Stored items:
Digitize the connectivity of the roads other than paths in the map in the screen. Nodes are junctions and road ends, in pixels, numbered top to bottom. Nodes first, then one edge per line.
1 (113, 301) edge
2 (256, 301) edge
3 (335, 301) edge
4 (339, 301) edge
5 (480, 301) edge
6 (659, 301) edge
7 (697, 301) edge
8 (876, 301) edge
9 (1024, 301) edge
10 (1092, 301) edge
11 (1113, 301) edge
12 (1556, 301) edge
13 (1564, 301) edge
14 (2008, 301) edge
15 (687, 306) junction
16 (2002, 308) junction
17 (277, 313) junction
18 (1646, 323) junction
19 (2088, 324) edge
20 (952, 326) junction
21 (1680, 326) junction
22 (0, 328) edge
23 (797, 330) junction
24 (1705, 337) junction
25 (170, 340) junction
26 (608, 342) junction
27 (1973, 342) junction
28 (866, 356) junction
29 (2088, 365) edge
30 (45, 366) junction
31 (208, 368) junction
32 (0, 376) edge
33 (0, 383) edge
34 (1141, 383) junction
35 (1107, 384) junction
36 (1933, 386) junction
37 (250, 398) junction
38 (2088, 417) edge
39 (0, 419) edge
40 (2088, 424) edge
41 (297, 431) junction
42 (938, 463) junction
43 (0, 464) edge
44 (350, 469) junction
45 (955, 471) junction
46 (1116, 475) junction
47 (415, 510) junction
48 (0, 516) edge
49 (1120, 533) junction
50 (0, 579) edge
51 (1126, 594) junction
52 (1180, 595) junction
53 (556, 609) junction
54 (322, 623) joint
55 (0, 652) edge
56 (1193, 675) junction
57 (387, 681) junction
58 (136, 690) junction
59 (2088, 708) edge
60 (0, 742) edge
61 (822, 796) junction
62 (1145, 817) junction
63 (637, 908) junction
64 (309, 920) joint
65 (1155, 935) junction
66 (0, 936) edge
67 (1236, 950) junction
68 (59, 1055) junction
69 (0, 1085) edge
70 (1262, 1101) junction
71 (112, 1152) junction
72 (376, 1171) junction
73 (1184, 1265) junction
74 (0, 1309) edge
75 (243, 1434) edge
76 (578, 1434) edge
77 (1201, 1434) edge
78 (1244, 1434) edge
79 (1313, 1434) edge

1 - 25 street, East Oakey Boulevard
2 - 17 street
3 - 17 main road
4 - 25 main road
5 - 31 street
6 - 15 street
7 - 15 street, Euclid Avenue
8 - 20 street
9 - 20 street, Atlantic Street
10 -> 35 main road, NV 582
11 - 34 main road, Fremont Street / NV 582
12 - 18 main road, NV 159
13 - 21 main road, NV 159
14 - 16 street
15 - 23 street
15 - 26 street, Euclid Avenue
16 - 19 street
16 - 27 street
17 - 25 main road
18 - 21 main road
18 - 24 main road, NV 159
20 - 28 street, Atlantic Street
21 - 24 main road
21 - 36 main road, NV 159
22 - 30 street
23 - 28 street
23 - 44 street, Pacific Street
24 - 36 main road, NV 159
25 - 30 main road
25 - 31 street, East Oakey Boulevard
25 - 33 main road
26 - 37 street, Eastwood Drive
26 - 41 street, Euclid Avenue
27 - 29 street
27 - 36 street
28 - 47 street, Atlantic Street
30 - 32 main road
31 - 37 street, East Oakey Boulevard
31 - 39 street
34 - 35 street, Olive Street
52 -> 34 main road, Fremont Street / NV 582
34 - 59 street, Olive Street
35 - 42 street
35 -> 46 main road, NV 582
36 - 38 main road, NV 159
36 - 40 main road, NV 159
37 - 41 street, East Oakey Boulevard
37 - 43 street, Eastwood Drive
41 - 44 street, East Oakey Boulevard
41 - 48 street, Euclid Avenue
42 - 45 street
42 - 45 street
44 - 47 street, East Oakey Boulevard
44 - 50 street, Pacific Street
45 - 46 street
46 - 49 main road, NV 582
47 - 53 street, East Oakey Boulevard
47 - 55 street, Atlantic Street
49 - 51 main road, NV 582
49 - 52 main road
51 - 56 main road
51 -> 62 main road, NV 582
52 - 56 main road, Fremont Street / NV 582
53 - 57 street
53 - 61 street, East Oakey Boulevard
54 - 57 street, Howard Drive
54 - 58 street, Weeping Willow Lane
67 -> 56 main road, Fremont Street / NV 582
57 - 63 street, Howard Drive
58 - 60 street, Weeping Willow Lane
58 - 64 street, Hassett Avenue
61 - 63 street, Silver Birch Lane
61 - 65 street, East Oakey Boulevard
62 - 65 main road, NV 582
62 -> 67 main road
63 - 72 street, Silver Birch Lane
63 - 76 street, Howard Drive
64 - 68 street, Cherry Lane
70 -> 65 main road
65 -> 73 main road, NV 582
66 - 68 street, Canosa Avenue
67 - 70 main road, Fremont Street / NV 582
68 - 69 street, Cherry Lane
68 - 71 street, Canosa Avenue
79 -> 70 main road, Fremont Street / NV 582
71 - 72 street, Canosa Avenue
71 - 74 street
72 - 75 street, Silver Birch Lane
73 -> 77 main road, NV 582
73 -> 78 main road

What the task asks: Above are the records; restate each one exactly.

Response below:
Digitize the connectivity of the roads other than paths in the map in the screen. Nodes are junctions and road ends, in pixels, numbered top to bottom. Nodes first, then one edge per line.
1 (113, 301) edge
2 (256, 301) edge
3 (335, 301) edge
4 (339, 301) edge
5 (480, 301) edge
6 (659, 301) edge
7 (697, 301) edge
8 (876, 301) edge
9 (1024, 301) edge
10 (1092, 301) edge
11 (1113, 301) edge
12 (1556, 301) edge
13 (1564, 301) edge
14 (2008, 301) edge
15 (687, 306) junction
16 (2002, 308) junction
17 (277, 313) junction
18 (1646, 323) junction
19 (2088, 324) edge
20 (952, 326) junction
21 (1680, 326) junction
22 (0, 328) edge
23 (797, 330) junction
24 (1705, 337) junction
25 (170, 340) junction
26 (608, 342) junction
27 (1973, 342) junction
28 (866, 356) junction
29 (2088, 365) edge
30 (45, 366) junction
31 (208, 368) junction
32 (0, 376) edge
33 (0, 383) edge
34 (1141, 383) junction
35 (1107, 384) junction
36 (1933, 386) junction
37 (250, 398) junction
38 (2088, 417) edge
39 (0, 419) edge
40 (2088, 424) edge
41 (297, 431) junction
42 (938, 463) junction
43 (0, 464) edge
44 (350, 469) junction
45 (955, 471) junction
46 (1116, 475) junction
47 (415, 510) junction
48 (0, 516) edge
49 (1120, 533) junction
50 (0, 579) edge
51 (1126, 594) junction
52 (1180, 595) junction
53 (556, 609) junction
54 (322, 623) joint
55 (0, 652) edge
56 (1193, 675) junction
57 (387, 681) junction
58 (136, 690) junction
59 (2088, 708) edge
60 (0, 742) edge
61 (822, 796) junction
62 (1145, 817) junction
63 (637, 908) junction
64 (309, 920) joint
65 (1155, 935) junction
66 (0, 936) edge
67 (1236, 950) junction
68 (59, 1055) junction
69 (0, 1085) edge
70 (1262, 1101) junction
71 (112, 1152) junction
72 (376, 1171) junction
73 (1184, 1265) junction
74 (0, 1309) edge
75 (243, 1434) edge
76 (578, 1434) edge
77 (1201, 1434) edge
78 (1244, 1434) edge
79 (1313, 1434) edge

1 - 25 street, East Oakey Boulevard
2 - 17 street
3 - 17 main road
4 - 25 main road
5 - 31 street
6 - 15 street
7 - 15 street, Euclid Avenue
8 - 20 street
9 - 20 street, Atlantic Street
10 -> 35 main road, NV 582
11 - 34 main road, Fremont Street / NV 582
12 - 18 main road, NV 159
13 - 21 main road, NV 159
14 - 16 street
15 - 23 street
15 - 26 street, Euclid Avenue
16 - 19 street
16 - 27 street
17 - 25 main road
18 - 21 main road
18 - 24 main road, NV 159
20 - 28 street, Atlantic Street
21 - 24 main road
21 - 36 main road, NV 159
22 - 30 street
23 - 28 street
23 - 44 street, Pacific Street
24 - 36 main road, NV 159
25 - 30 main road
25 - 31 street, East Oakey Boulevard
25 - 33 main road
26 - 37 street, Eastwood Drive
26 - 41 street, Euclid Avenue
27 - 29 street
27 - 36 street
28 - 47 street, Atlantic Street
30 - 32 main road
31 - 37 street, East Oakey Boulevard
31 - 39 street
34 - 35 street, Olive Street
52 -> 34 main road, Fremont Street / NV 582
34 - 59 street, Olive Street
35 - 42 street
35 -> 46 main road, NV 582
36 - 38 main road, NV 159
36 - 40 main road, NV 159
37 - 41 street, East Oakey Boulevard
37 - 43 street, Eastwood Drive
41 - 44 street, East Oakey Boulevard
41 - 48 street, Euclid Avenue
42 - 45 street
42 - 45 street
44 - 47 street, East Oakey Boulevard
44 - 50 street, Pacific Street
45 - 46 street
46 - 49 main road, NV 582
47 - 53 street, East Oakey Boulevard
47 - 55 street, Atlantic Street
49 - 51 main road, NV 582
49 - 52 main road
51 - 56 main road
51 -> 62 main road, NV 582
52 - 56 main road, Fremont Street / NV 582
53 - 57 street
53 - 61 street, East Oakey Boulevard
54 - 57 street, Howard Drive
54 - 58 street, Weeping Willow Lane
67 -> 56 main road, Fremont Street / NV 582
57 - 63 street, Howard Drive
58 - 60 street, Weeping Willow Lane
58 - 64 street, Hassett Avenue
61 - 63 street, Silver Birch Lane
61 - 65 street, East Oakey Boulevard
62 - 65 main road, NV 582
62 -> 67 main road
63 - 72 street, Silver Birch Lane
63 - 76 street, Howard Drive
64 - 68 street, Cherry Lane
70 -> 65 main road
65 -> 73 main road, NV 582
66 - 68 street, Canosa Avenue
67 - 70 main road, Fremont Street / NV 582
68 - 69 street, Cherry Lane
68 - 71 street, Canosa Avenue
79 -> 70 main road, Fremont Street / NV 582
71 - 72 street, Canosa Avenue
71 - 74 street
72 - 75 street, Silver Birch Lane
73 -> 77 main road, NV 582
73 -> 78 main road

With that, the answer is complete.